Just finished banging my head against the wall on this one. With the original release of OCS 2007 I would typically place a wildcard certificate on the internal Communicator Web Access virtual server. I’ve found that most of my clients don’t have their internal Root CA certificates installed on Linux or Mac machines so using the wildcard avoided any kind of certificate trust errors. No dice in R2. Using a wildcard seems to break pieces of CWA (at least for an implementation collocated on a Front-End server).

The R2 documentation (as if I would read that first…) lays out that you actually need the machine FQDN on the virtual server certificate.

Subject Name: Matches the URL of the Communicator Web Access site. For example, if the URL is https://im.contoso.com then the certificate should have im.contoso.com as subject name.

Subject Alternative Names: Includes the following: The URL of the Communicator Web Access site. The as URL. The download URL. The fully qualified domain name (FQDN) of the Communicator Web Access server.

This doesn’t really lay out what to do if you have a differing internal and SIP domains. So in my case, internal domain is ptown.local, SIP domain is confusedamused.com. CWA server FQDN is cwa.ptown.local and my published CWA url is im.confusedamused.com. My virtual server cert looks like this:

Subject Name: im.confusedamused.com

Subject Alternative Names: im.confusedamused.com,as.im.confusedamused.com,download.im.confusedamused.com,cwa.ptown.local

Without that last SAN entry you can sign in, but you’ll see the IE information bar indicate a certificate error when you try to initiate a chat with someone.
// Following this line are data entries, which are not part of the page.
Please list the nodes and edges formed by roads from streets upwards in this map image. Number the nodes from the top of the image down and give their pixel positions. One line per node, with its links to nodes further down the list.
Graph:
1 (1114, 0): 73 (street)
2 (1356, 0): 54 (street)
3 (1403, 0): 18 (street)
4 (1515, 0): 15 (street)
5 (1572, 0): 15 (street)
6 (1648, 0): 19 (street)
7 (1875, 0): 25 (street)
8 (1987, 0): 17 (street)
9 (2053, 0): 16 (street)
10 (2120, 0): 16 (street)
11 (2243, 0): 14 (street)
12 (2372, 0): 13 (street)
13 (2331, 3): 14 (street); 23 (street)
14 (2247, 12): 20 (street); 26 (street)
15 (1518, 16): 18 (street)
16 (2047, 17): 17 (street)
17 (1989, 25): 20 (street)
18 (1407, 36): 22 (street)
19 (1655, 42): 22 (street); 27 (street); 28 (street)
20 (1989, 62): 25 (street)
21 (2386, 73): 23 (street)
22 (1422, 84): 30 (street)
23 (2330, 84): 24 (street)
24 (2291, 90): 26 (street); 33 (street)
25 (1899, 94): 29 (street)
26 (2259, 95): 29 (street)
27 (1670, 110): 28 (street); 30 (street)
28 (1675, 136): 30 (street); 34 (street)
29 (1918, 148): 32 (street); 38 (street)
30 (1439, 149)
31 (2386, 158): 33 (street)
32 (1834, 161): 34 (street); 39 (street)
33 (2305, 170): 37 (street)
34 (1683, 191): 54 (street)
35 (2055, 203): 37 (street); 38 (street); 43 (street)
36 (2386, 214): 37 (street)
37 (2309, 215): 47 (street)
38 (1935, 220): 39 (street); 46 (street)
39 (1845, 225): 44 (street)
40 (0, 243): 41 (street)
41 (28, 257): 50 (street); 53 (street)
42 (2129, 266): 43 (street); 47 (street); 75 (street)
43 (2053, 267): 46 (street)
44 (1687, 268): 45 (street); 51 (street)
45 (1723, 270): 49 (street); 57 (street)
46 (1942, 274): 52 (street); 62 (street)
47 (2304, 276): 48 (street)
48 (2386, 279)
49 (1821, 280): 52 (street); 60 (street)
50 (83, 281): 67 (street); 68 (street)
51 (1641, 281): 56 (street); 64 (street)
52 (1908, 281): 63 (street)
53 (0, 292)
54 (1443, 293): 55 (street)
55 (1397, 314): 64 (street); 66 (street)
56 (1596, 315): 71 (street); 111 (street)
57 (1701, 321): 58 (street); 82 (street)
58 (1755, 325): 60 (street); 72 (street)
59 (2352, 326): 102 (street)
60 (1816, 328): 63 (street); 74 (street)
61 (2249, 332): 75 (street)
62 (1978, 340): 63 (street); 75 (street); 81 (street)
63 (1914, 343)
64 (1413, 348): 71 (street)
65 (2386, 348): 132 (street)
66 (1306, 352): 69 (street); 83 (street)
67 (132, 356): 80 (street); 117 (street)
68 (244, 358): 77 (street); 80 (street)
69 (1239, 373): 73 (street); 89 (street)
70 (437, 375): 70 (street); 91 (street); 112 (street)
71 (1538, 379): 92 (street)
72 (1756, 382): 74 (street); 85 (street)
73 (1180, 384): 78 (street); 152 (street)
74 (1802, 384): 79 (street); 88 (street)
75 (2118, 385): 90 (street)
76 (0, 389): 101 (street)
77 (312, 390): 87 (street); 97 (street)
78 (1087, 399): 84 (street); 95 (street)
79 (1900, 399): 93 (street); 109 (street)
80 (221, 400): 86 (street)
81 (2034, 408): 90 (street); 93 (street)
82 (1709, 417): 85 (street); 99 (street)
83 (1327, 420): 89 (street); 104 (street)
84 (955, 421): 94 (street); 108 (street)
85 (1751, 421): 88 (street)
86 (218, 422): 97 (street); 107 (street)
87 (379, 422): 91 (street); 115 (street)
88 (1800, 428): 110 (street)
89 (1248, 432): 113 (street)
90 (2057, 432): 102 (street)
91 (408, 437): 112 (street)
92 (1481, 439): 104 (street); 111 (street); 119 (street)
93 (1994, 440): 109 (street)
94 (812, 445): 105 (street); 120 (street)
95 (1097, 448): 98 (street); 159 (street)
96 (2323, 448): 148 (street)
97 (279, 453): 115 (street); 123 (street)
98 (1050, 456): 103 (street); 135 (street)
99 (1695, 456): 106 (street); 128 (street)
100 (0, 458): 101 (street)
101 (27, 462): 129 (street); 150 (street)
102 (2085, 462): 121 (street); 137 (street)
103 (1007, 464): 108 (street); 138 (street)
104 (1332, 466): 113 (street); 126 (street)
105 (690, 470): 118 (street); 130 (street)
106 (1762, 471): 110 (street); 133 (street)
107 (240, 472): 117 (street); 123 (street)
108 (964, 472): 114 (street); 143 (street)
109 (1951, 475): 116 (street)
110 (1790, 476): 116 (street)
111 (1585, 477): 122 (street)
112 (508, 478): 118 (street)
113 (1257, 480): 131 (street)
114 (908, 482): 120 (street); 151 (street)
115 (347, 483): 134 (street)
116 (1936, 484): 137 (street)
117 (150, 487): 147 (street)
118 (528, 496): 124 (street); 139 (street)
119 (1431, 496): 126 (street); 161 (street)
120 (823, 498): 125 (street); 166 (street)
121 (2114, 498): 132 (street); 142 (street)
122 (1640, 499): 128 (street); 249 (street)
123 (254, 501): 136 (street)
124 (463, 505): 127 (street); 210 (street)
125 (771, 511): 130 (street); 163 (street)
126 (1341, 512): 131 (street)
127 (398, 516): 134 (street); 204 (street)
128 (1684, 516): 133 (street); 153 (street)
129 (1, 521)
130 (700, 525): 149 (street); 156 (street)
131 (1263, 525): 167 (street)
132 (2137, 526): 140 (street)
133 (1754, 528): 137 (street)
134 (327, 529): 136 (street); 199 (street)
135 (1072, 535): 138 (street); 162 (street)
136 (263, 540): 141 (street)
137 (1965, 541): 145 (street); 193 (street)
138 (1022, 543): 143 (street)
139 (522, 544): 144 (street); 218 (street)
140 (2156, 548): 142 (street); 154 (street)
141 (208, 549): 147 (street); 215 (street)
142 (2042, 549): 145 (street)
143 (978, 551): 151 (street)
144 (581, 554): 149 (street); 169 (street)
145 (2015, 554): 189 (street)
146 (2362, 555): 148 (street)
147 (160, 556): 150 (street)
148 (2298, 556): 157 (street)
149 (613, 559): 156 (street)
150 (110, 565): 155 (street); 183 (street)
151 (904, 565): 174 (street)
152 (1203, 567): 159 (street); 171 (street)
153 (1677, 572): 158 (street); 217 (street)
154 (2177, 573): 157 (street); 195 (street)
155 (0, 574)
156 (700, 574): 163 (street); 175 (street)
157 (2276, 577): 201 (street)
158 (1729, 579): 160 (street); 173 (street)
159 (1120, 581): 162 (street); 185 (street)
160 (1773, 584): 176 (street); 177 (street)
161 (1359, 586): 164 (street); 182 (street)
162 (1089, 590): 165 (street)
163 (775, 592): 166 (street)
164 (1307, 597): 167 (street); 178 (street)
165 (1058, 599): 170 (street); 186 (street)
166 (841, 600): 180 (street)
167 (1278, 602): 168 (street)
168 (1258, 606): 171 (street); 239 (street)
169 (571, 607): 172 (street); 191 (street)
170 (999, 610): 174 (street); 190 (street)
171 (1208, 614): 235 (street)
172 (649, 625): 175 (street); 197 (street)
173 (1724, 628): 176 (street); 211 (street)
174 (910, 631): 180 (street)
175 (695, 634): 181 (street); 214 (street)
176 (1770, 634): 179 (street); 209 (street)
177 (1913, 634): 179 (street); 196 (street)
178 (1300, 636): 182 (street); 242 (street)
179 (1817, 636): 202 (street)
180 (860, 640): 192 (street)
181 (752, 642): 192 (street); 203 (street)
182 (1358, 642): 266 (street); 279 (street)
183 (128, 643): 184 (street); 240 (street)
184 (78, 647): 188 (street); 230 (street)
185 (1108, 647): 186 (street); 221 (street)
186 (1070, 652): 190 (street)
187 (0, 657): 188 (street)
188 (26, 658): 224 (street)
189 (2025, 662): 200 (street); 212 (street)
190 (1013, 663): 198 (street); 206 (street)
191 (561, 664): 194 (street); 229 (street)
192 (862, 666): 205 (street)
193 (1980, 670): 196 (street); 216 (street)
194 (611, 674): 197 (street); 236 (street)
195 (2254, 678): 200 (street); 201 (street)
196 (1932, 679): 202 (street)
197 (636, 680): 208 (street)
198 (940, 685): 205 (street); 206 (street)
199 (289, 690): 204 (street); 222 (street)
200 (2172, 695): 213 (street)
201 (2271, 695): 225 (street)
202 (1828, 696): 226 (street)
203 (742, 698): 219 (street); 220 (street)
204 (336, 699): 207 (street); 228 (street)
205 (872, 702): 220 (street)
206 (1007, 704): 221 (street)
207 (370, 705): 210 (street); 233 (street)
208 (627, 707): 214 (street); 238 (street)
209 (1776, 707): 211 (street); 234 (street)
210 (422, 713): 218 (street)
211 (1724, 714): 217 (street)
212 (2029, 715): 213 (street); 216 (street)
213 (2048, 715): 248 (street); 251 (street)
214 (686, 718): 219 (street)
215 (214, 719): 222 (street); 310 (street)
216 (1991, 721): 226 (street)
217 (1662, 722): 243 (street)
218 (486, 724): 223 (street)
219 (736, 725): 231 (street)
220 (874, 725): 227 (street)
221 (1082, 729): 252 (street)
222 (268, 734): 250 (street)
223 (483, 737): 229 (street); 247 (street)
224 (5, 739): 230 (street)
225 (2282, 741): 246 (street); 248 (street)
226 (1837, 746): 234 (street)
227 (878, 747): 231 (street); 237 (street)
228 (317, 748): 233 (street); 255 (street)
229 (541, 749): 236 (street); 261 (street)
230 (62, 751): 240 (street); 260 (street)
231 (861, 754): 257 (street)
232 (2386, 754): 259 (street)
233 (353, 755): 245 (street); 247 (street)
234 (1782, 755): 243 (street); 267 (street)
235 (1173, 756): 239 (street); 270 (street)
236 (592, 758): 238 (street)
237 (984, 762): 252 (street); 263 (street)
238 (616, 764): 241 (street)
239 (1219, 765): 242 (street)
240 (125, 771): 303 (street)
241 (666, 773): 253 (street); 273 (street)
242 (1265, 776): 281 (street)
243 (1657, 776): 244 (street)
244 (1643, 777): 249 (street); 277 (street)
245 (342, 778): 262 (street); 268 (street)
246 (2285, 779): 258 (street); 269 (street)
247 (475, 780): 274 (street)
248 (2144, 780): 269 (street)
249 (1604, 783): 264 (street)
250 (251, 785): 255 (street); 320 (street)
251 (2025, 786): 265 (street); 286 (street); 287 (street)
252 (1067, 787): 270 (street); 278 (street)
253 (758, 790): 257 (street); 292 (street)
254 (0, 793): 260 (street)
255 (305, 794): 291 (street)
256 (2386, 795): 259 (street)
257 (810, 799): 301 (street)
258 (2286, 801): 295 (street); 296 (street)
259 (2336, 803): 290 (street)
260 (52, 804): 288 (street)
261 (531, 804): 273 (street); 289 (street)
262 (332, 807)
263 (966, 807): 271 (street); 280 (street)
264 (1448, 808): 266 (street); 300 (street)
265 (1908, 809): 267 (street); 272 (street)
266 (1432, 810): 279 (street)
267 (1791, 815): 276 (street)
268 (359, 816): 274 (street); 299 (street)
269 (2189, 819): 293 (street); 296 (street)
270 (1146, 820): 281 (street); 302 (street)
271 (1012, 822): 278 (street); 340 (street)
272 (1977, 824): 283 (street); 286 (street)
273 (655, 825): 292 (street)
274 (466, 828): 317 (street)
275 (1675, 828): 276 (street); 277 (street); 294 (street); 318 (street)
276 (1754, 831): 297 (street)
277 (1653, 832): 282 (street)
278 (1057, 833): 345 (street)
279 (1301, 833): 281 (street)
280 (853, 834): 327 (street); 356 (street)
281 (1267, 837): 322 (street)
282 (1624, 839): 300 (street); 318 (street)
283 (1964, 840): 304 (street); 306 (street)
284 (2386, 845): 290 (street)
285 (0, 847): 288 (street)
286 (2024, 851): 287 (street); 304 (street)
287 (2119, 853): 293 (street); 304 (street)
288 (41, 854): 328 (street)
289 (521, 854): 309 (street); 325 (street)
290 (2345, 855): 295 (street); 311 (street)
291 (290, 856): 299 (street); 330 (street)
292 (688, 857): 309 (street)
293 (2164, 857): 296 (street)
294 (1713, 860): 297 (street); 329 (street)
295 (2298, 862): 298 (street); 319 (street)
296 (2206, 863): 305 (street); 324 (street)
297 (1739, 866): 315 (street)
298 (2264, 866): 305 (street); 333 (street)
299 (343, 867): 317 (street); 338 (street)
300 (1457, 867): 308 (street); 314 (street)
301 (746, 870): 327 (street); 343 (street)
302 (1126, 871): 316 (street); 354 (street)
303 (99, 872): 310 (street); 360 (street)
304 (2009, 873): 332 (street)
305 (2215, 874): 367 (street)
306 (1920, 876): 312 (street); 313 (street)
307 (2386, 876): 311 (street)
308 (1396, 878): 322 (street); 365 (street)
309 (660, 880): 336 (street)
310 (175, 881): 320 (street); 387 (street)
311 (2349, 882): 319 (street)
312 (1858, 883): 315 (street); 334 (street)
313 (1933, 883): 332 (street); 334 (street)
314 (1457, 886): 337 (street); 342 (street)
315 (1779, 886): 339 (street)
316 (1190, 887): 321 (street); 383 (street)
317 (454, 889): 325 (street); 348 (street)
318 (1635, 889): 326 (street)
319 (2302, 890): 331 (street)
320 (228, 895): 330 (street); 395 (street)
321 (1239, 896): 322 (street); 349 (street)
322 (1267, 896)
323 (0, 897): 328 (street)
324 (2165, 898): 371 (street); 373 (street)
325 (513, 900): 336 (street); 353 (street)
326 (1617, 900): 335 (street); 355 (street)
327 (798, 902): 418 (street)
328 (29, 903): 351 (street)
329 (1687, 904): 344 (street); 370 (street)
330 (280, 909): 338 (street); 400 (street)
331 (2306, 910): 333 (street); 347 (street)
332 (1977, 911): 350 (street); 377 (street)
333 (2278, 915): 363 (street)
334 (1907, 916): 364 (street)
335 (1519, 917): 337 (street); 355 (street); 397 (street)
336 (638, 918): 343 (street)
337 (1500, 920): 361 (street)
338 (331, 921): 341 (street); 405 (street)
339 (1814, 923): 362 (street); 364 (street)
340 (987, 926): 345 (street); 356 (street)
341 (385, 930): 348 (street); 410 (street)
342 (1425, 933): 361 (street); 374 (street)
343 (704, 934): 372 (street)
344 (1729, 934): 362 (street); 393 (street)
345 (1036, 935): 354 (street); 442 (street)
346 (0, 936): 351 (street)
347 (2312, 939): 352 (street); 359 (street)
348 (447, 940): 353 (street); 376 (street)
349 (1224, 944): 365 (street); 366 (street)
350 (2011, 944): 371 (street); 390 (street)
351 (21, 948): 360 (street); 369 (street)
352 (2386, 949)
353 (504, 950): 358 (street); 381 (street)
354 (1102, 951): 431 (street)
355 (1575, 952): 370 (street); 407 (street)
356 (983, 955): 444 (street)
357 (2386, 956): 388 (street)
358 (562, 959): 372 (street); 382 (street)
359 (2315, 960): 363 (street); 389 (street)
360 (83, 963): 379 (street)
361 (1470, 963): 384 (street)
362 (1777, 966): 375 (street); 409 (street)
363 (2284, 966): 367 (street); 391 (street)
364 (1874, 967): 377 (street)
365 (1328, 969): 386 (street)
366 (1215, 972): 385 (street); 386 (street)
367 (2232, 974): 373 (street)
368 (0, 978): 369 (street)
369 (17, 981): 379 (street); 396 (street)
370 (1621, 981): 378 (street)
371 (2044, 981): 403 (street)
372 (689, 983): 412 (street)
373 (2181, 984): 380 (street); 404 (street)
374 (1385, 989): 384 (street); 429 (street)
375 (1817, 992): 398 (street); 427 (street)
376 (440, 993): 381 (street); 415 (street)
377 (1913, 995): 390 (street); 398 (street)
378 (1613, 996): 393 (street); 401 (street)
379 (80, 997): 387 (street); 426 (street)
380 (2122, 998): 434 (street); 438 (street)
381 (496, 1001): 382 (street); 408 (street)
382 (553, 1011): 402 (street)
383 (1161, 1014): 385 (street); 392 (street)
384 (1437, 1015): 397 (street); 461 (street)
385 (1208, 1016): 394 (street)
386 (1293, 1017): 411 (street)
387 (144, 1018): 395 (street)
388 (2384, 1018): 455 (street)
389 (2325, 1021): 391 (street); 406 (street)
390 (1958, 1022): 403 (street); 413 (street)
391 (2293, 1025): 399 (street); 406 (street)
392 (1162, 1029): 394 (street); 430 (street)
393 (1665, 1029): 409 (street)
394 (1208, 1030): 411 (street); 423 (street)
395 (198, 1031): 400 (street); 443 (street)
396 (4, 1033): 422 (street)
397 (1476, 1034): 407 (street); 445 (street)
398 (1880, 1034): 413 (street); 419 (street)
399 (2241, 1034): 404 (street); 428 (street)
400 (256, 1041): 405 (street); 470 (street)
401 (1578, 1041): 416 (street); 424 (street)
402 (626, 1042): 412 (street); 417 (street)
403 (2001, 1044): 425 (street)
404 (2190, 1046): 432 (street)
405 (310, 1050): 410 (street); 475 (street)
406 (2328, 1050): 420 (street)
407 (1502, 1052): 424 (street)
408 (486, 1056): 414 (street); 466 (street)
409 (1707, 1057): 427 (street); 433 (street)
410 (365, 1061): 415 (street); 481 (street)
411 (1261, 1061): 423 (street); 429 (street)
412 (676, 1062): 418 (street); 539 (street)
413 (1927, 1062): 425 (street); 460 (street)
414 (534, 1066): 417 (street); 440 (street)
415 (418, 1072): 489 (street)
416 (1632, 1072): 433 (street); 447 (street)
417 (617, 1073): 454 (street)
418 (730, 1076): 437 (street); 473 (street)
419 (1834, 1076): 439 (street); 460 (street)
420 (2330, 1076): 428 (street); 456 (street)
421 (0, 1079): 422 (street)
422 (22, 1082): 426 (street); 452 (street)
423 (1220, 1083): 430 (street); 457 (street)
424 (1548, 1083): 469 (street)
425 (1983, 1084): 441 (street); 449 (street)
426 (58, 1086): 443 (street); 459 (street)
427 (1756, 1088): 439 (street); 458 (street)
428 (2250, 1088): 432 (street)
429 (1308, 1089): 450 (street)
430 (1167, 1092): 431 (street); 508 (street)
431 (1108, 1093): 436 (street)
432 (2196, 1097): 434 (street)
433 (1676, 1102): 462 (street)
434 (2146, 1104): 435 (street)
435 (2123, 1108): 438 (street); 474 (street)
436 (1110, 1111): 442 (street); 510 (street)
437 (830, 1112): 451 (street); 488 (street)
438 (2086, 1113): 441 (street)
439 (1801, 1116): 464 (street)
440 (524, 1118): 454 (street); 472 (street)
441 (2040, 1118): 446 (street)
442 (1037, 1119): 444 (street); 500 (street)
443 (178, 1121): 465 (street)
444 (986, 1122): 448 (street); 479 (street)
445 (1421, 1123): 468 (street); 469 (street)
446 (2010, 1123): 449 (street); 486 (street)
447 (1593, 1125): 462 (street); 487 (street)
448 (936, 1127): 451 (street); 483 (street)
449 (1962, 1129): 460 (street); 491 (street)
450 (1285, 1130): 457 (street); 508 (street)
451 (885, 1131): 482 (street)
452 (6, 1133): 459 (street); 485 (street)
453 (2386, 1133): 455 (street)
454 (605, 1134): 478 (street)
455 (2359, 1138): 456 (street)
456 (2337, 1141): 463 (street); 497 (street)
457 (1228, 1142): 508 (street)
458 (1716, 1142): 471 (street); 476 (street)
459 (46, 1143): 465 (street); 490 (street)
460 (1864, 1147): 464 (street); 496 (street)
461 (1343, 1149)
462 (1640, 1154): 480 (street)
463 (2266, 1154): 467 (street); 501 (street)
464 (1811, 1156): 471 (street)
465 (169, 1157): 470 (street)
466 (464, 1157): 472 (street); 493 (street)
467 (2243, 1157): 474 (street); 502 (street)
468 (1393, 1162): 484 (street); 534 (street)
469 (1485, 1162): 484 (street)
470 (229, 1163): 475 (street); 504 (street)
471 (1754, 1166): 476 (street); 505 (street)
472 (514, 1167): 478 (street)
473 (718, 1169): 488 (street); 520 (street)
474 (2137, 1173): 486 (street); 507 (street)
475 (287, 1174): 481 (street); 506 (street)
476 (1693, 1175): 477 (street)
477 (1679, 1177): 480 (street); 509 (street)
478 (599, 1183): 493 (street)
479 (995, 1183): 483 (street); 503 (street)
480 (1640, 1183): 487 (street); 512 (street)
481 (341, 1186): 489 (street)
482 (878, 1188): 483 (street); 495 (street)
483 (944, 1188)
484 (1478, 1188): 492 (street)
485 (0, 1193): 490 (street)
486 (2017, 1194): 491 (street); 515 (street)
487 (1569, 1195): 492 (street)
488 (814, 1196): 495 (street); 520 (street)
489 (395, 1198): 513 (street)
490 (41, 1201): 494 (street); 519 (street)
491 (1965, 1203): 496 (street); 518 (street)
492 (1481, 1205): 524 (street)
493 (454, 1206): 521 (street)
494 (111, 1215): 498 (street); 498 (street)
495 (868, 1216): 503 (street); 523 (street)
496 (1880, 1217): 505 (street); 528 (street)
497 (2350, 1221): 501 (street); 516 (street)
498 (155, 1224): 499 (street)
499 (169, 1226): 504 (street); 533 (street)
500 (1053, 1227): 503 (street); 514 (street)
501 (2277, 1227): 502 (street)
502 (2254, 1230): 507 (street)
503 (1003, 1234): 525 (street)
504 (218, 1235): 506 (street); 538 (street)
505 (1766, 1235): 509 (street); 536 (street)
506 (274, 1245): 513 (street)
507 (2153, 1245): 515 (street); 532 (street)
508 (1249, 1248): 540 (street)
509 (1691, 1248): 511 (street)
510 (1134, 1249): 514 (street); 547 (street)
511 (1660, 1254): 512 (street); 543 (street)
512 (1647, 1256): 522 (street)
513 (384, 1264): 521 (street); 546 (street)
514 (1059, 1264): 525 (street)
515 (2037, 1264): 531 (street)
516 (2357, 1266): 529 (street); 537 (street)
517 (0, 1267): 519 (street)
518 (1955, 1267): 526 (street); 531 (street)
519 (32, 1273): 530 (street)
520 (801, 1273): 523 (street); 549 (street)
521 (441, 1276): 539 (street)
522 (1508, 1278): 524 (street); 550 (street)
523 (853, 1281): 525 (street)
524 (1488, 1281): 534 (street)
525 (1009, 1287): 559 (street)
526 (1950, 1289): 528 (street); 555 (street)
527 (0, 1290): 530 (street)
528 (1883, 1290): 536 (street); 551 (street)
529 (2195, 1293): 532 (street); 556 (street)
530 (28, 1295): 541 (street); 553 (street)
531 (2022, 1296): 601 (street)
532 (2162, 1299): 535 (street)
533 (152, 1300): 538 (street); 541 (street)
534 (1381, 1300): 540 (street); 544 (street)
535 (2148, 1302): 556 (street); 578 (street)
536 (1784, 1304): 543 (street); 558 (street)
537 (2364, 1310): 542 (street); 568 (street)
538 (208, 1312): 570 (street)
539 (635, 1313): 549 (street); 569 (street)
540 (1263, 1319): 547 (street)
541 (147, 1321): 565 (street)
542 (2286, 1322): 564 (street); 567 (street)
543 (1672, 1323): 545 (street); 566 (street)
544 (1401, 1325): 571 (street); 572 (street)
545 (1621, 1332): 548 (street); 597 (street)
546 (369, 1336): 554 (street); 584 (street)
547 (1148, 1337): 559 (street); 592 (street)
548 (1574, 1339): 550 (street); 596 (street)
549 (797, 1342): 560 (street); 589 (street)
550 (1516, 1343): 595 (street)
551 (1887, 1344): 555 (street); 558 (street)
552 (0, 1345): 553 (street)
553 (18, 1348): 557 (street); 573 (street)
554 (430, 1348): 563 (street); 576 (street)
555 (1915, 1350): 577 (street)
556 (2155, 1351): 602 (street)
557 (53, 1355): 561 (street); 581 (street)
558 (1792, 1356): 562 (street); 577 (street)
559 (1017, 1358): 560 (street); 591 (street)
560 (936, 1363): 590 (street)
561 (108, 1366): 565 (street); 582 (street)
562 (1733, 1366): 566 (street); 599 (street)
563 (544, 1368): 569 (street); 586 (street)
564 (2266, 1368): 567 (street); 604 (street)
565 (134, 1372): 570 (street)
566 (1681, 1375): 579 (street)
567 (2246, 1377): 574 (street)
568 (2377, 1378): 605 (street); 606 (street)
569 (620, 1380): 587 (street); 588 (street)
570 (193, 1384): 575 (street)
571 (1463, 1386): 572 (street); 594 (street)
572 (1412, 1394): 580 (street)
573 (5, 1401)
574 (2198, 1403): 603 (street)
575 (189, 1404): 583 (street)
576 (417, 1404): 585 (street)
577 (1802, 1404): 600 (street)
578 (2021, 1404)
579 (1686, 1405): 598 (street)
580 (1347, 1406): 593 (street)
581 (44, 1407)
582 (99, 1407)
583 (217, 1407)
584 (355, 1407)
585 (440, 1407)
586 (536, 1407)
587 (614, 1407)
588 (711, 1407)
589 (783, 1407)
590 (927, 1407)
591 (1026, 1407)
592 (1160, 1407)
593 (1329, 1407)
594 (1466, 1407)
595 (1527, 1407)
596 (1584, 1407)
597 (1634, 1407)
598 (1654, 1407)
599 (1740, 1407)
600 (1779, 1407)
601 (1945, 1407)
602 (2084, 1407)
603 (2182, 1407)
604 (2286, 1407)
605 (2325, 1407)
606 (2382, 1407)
It must be trying to reach the machine FQDN and when it doesn’t see the name on the cert it throws an error. This is probably the part that doesn’t work with the wildcard as well.

The error you’ll see in IE is this:

To help protect your security, Internet Explorer has blocked this website from displaying content with security certificate errors.

So what’s this mean? Better start getting those Root CA certs out to your Linux and Mac clients.